EXTRACTED DATA —
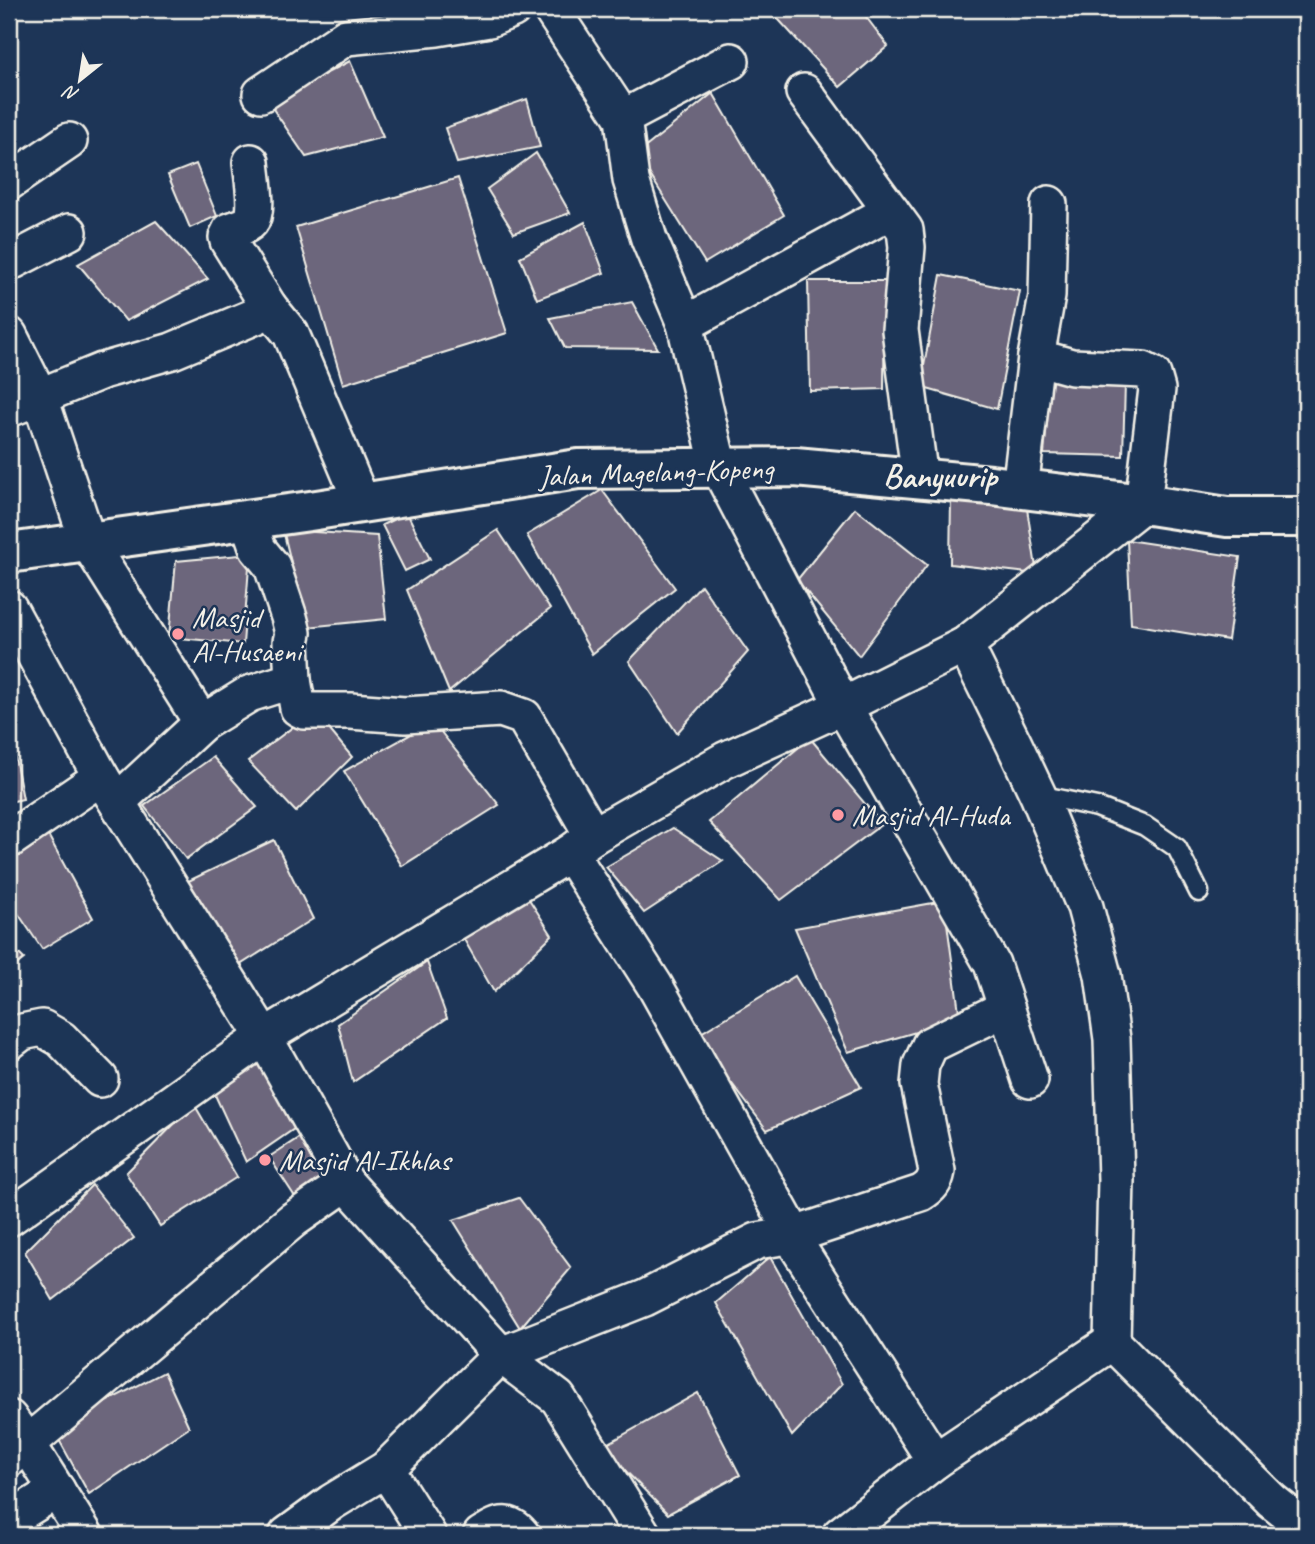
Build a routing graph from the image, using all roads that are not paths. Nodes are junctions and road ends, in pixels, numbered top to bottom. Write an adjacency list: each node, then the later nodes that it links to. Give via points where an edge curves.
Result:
1 (513, 9): 5 (street, via 450,26 346,37)
2 (551, 9): 6 (street)
3 (731, 61): 6 (street)
4 (804, 92): 11 (street)
5 (261, 94)
6 (623, 118): 15 (street, via 631,180 649,239)
7 (69, 141): 9 (street)
8 (251, 163): 14 (street, via 253,219 227,237)
9 (9, 182)
10 (1049, 204): 17 (street, via 1047,296)
11 (891, 211): 15 (street); 20 (street, via 905,230 907,247 900,330)
12 (69, 232): 13 (street)
13 (9, 263)
14 (269, 307): 18 (street, via 172,351 102,371); 22 (street, via 292,334)
15 (685, 324): 19 (street)
16 (9, 335): 18 (street)
17 (1036, 357): 21 (street); 23 (street, via 1153,375 1157,388)
18 (24, 402): 26 (street)
19 (719, 468): 20 (main road, Jalan Magelang-Kopeng, via 795,467); 22 (main road, Jalan Magelang-Kopeng, via 578,468); 31 (street)
20 (920, 479): 21 (main road, Jalan Magelang-Kopeng)
21 (1020, 489): 23 (main road, Jalan Magelang-Kopeng)
22 (362, 503): 25 (main road, Jalan Magelang-Kopeng)
23 (1143, 504): 24 (main road, Jalan Magelang-Kopeng, via 1227,517); 29 (street)
24 (1306, 517)
25 (248, 520): 26 (main road, Jalan Magelang-Kopeng); 30 (street, via 258,549 272,566 289,617)
26 (88, 542): 27 (main road, Jalan Magelang-Kopeng); 32 (street)
27 (9, 553)
28 (9, 608): 33 (street)
29 (965, 645): 31 (street); 34 (street)
30 (293, 680): 32 (street, via 249,694); 36 (street, via 298,708 304,711 405,715 501,709 524,717)
31 (843, 706): 36 (street, via 724,760); 38 (street, via 992,964)
32 (202, 723): 33 (street)
33 (109, 789): 35 (street); 39 (street)
34 (1038, 795): 37 (lane, via 1097,807 1145,825 1177,848); 46 (street, via 1085,907 1103,975 1112,1039 1116,1180)
35 (9, 840)
36 (581, 845): 39 (street); 45 (street)
37 (1199, 892)
38 (1006, 1008): 42 (street); 45 (street, via 927,1049 919,1084 937,1171 930,1187)
39 (264, 1037): 43 (street); 44 (street)
40 (9, 1042): 41 (street, via 23,1032 42,1028 61,1039)
41 (100, 1079)
42 (1030, 1080)
43 (346, 1183): 47 (street); 48 (street)
44 (9, 1218)
45 (794, 1235): 47 (street, via 757,1241 645,1298); 49 (street)
46 (1112, 1342): 49 (street); 53 (street, via 1272,1501)
47 (501, 1354): 50 (street); 59 (street, via 558,1398)
48 (15, 1440): 51 (street)
49 (935, 1461): 60 (street)
50 (386, 1469): 55 (street); 56 (street)
51 (57, 1490): 52 (street); 54 (street)
52 (9, 1520)
53 (1306, 1528)
54 (85, 1535)
55 (287, 1535)
56 (428, 1535)
57 (481, 1535): 58 (street, via 507,1524)
58 (522, 1535)
59 (643, 1535)
60 (840, 1535)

TASK TO COMPLETE —
Would you mind repeating the records above exactly, without the pictures?

FINISHED EXERCISE —
Build a routing graph from the image, using all roads that are not paths. Nodes are junctions and road ends, in pixels, numbered top to bottom. Write an adjacency list: each node, then the later nodes that it links to. Give via points where an edge curves.
Result:
1 (513, 9): 5 (street, via 450,26 346,37)
2 (551, 9): 6 (street)
3 (731, 61): 6 (street)
4 (804, 92): 11 (street)
5 (261, 94)
6 (623, 118): 15 (street, via 631,180 649,239)
7 (69, 141): 9 (street)
8 (251, 163): 14 (street, via 253,219 227,237)
9 (9, 182)
10 (1049, 204): 17 (street, via 1047,296)
11 (891, 211): 15 (street); 20 (street, via 905,230 907,247 900,330)
12 (69, 232): 13 (street)
13 (9, 263)
14 (269, 307): 18 (street, via 172,351 102,371); 22 (street, via 292,334)
15 (685, 324): 19 (street)
16 (9, 335): 18 (street)
17 (1036, 357): 21 (street); 23 (street, via 1153,375 1157,388)
18 (24, 402): 26 (street)
19 (719, 468): 20 (main road, Jalan Magelang-Kopeng, via 795,467); 22 (main road, Jalan Magelang-Kopeng, via 578,468); 31 (street)
20 (920, 479): 21 (main road, Jalan Magelang-Kopeng)
21 (1020, 489): 23 (main road, Jalan Magelang-Kopeng)
22 (362, 503): 25 (main road, Jalan Magelang-Kopeng)
23 (1143, 504): 24 (main road, Jalan Magelang-Kopeng, via 1227,517); 29 (street)
24 (1306, 517)
25 (248, 520): 26 (main road, Jalan Magelang-Kopeng); 30 (street, via 258,549 272,566 289,617)
26 (88, 542): 27 (main road, Jalan Magelang-Kopeng); 32 (street)
27 (9, 553)
28 (9, 608): 33 (street)
29 (965, 645): 31 (street); 34 (street)
30 (293, 680): 32 (street, via 249,694); 36 (street, via 298,708 304,711 405,715 501,709 524,717)
31 (843, 706): 36 (street, via 724,760); 38 (street, via 992,964)
32 (202, 723): 33 (street)
33 (109, 789): 35 (street); 39 (street)
34 (1038, 795): 37 (lane, via 1097,807 1145,825 1177,848); 46 (street, via 1085,907 1103,975 1112,1039 1116,1180)
35 (9, 840)
36 (581, 845): 39 (street); 45 (street)
37 (1199, 892)
38 (1006, 1008): 42 (street); 45 (street, via 927,1049 919,1084 937,1171 930,1187)
39 (264, 1037): 43 (street); 44 (street)
40 (9, 1042): 41 (street, via 23,1032 42,1028 61,1039)
41 (100, 1079)
42 (1030, 1080)
43 (346, 1183): 47 (street); 48 (street)
44 (9, 1218)
45 (794, 1235): 47 (street, via 757,1241 645,1298); 49 (street)
46 (1112, 1342): 49 (street); 53 (street, via 1272,1501)
47 (501, 1354): 50 (street); 59 (street, via 558,1398)
48 (15, 1440): 51 (street)
49 (935, 1461): 60 (street)
50 (386, 1469): 55 (street); 56 (street)
51 (57, 1490): 52 (street); 54 (street)
52 (9, 1520)
53 (1306, 1528)
54 (85, 1535)
55 (287, 1535)
56 (428, 1535)
57 (481, 1535): 58 (street, via 507,1524)
58 (522, 1535)
59 (643, 1535)
60 (840, 1535)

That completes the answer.